I will write about those days. But they are too raw still.

My sister used my own fight against Parkinson's in order to make Momma’s care a primary sacrifice on her own part. Tools that were used to stop me from talking to doctors were: betrayal, overbearing our hospitalized, weak mother and manipulation with the hospital staff -having them call her "Doctor" when she holds a PHD, not a medical degree.

What need did my sister have to push, twist and manipulate hospital staff to call her “Doctor” in a medical environment when her PHD is in Political Science? Maybe that is the root. Political Science, the science of spin. The spin master in her that made all to see, in her own world, that only she was the one person that fit the imediate cause.
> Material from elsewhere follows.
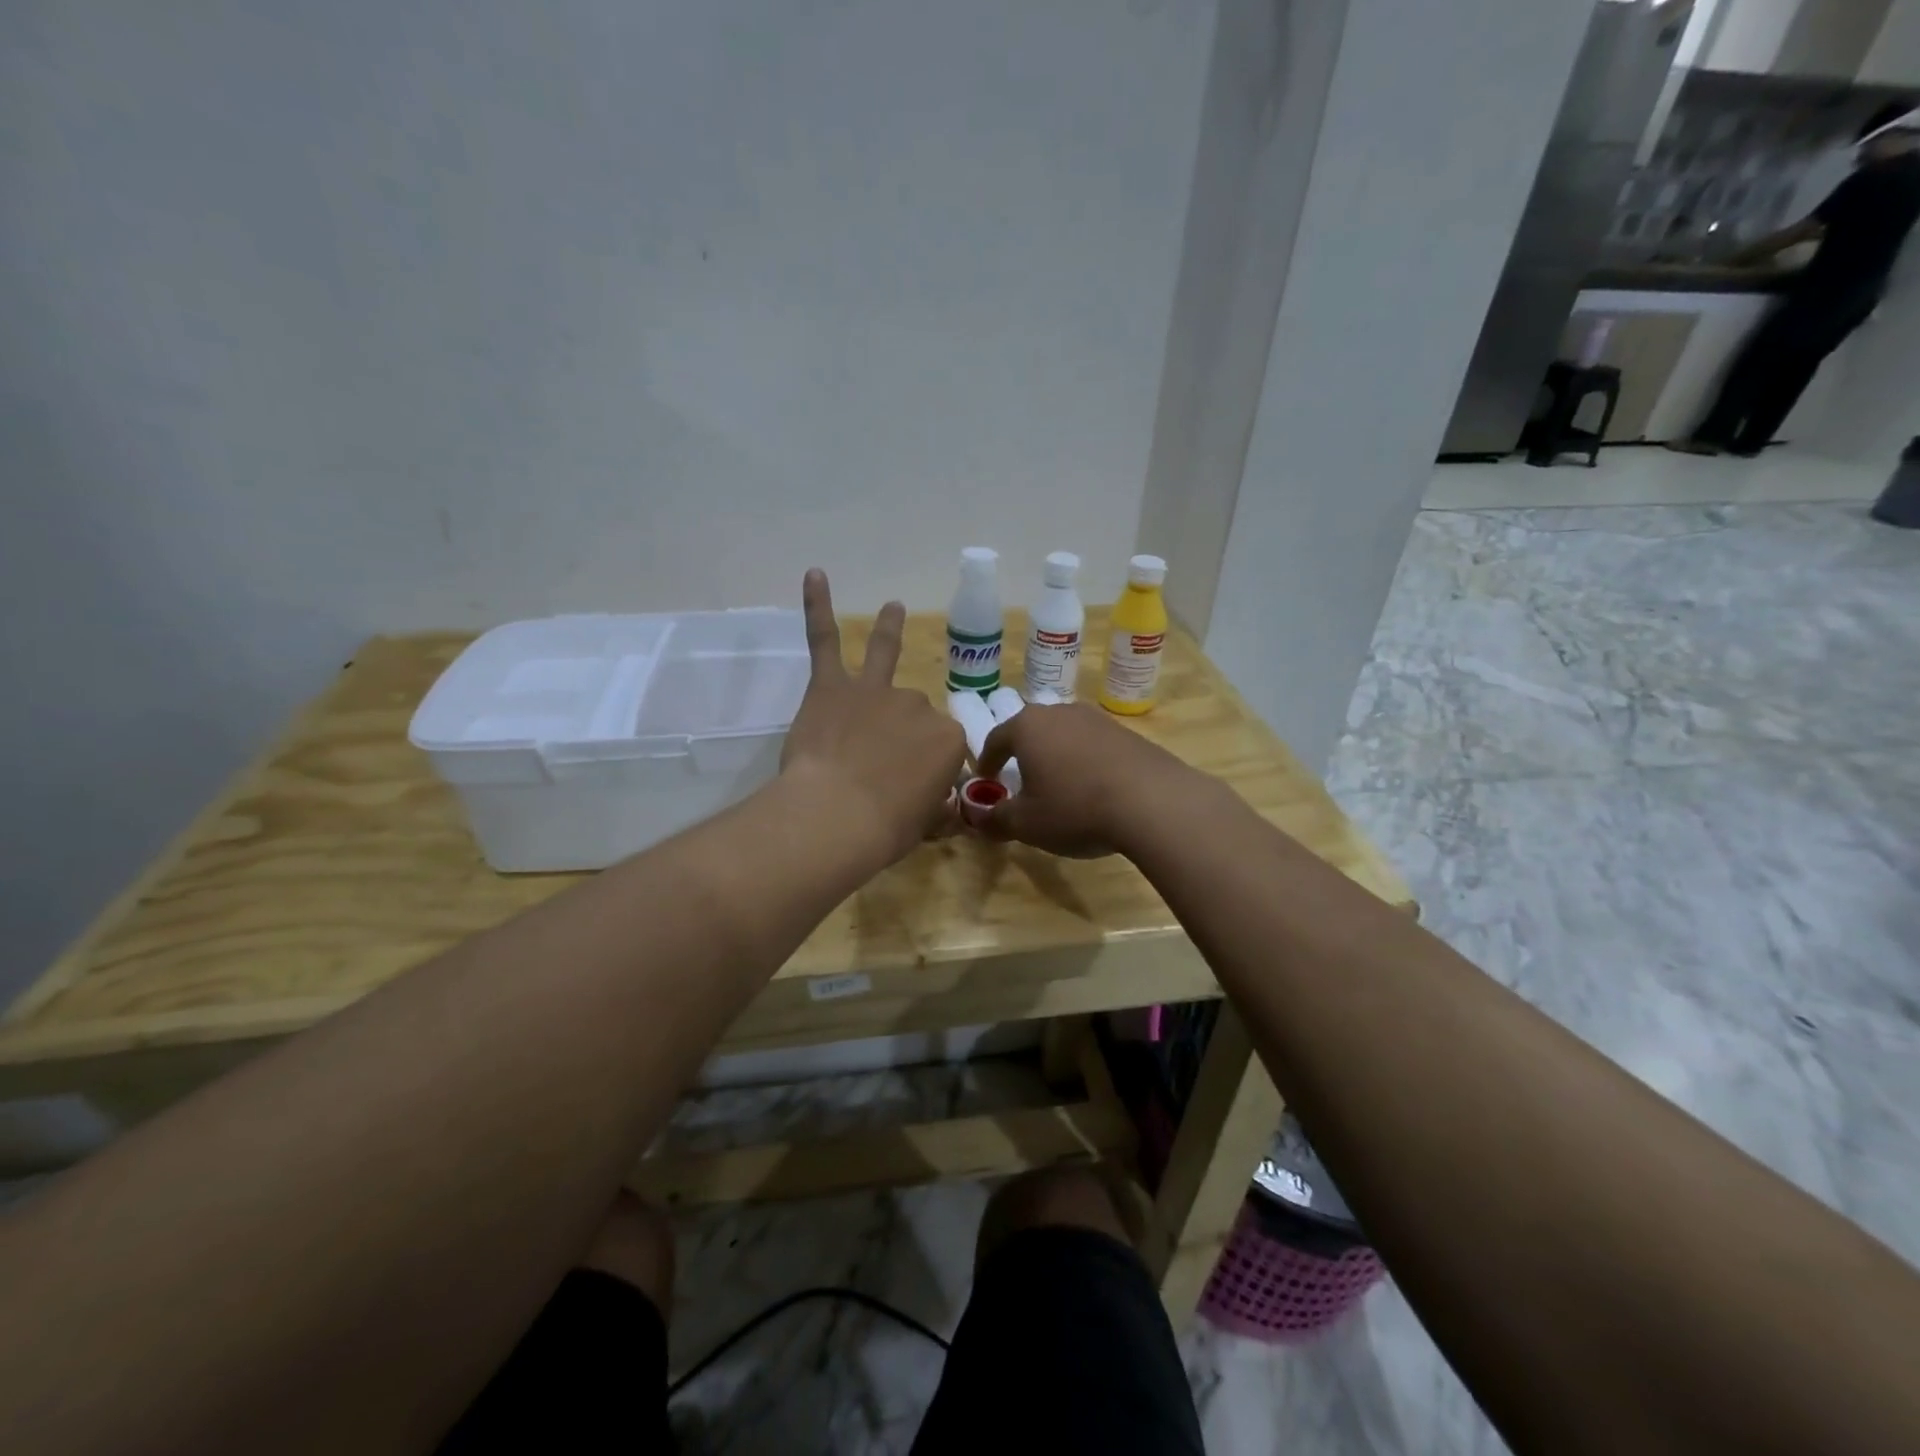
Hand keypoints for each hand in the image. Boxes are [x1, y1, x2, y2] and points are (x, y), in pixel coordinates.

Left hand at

Eight months is only measured by seasons changing. I still can close my eyes, feel her presence, hear her breath; her oxygen machine can still be heard humming in my memory. The hole in my heart still aches as I think of standing at Momma's open grave. There is a gap, a loss of my most prized friend/sister as I witnessed a dark side she had never shown me.

Maybe the camera was my sister's shield, a tool. The pictures were proof of a bond with the family she helped raise; colorful digital images that are the true ghosts at our Mother and Father’s graveside.



My shoes are tied today. I can tie them myself. It is a good moblity day. Stress from Momma's passing has not waned. Stress of betrayal has not waned. My medicines help me, just as they helped me while caring for my Mother.